-- Data for analysis follows --
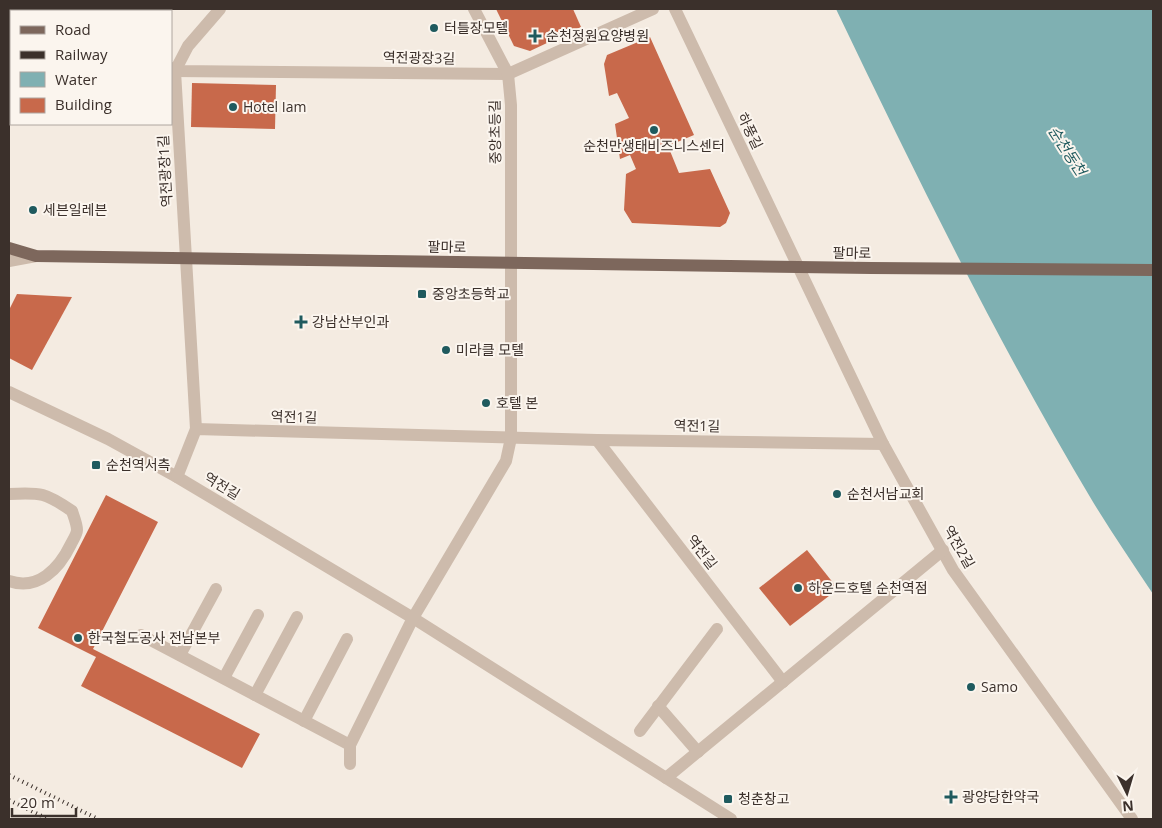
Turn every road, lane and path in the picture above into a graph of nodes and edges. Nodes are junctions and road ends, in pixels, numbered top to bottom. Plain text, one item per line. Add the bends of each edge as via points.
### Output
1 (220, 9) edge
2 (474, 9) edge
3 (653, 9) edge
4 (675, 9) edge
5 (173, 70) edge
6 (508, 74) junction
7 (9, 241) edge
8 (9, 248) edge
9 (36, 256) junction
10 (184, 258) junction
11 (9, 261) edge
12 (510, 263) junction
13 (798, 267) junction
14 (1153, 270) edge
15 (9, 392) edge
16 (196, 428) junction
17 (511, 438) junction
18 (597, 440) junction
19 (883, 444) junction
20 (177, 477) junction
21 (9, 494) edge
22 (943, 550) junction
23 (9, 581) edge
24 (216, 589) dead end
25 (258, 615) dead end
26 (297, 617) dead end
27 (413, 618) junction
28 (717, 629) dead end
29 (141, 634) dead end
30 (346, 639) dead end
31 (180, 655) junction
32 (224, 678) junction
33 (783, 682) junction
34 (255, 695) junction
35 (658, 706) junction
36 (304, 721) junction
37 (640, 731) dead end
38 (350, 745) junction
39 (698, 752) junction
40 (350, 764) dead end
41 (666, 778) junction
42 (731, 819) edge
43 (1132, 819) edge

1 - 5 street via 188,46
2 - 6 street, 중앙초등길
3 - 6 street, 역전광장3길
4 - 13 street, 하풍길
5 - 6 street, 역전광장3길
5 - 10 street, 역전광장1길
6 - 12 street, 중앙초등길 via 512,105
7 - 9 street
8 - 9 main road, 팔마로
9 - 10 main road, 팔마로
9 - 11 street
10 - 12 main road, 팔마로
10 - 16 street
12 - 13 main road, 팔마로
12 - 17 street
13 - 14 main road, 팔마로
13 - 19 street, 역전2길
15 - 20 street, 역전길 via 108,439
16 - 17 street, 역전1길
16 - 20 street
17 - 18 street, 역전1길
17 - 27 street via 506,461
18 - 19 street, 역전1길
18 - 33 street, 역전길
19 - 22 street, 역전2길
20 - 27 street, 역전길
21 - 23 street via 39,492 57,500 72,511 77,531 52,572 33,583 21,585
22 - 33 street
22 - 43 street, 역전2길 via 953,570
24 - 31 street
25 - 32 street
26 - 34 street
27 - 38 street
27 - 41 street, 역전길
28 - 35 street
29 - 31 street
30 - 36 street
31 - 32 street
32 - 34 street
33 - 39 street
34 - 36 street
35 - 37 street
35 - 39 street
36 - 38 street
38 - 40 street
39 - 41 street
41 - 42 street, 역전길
-- Data for analysis concluded --
-- Data for analysis follows --
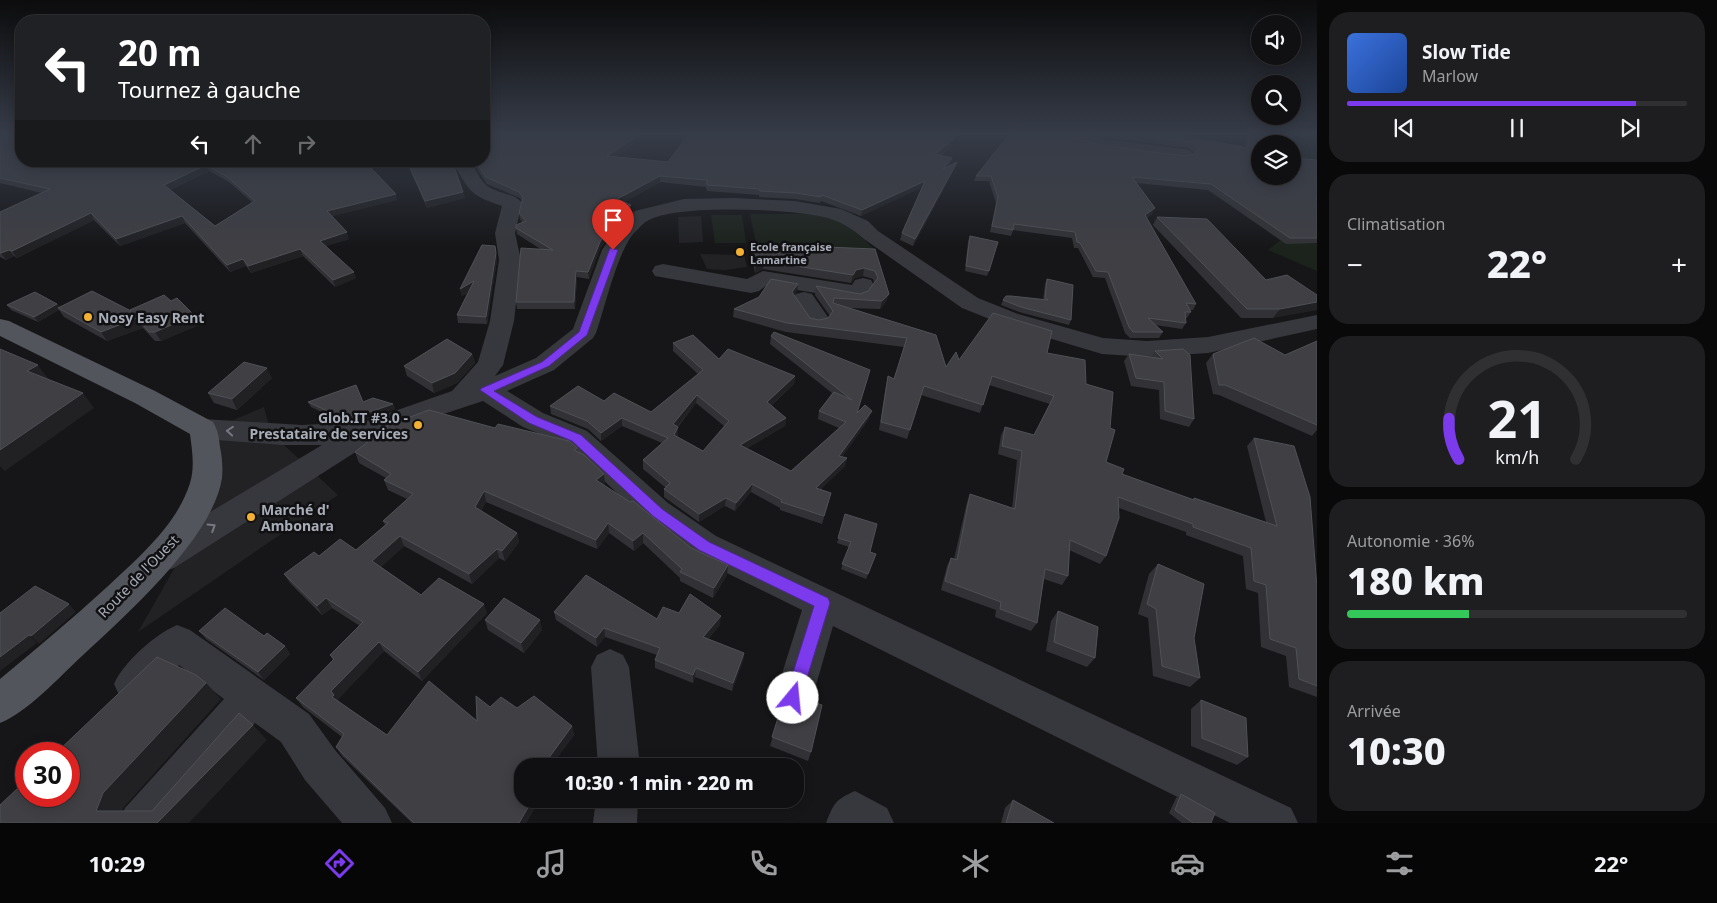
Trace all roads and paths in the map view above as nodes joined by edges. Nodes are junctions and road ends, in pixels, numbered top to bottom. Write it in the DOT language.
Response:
-- Data for analysis concluded --
Count up the lines above that include the string "junctions" and report nothing but that number.

_Solution to the exercise_. 2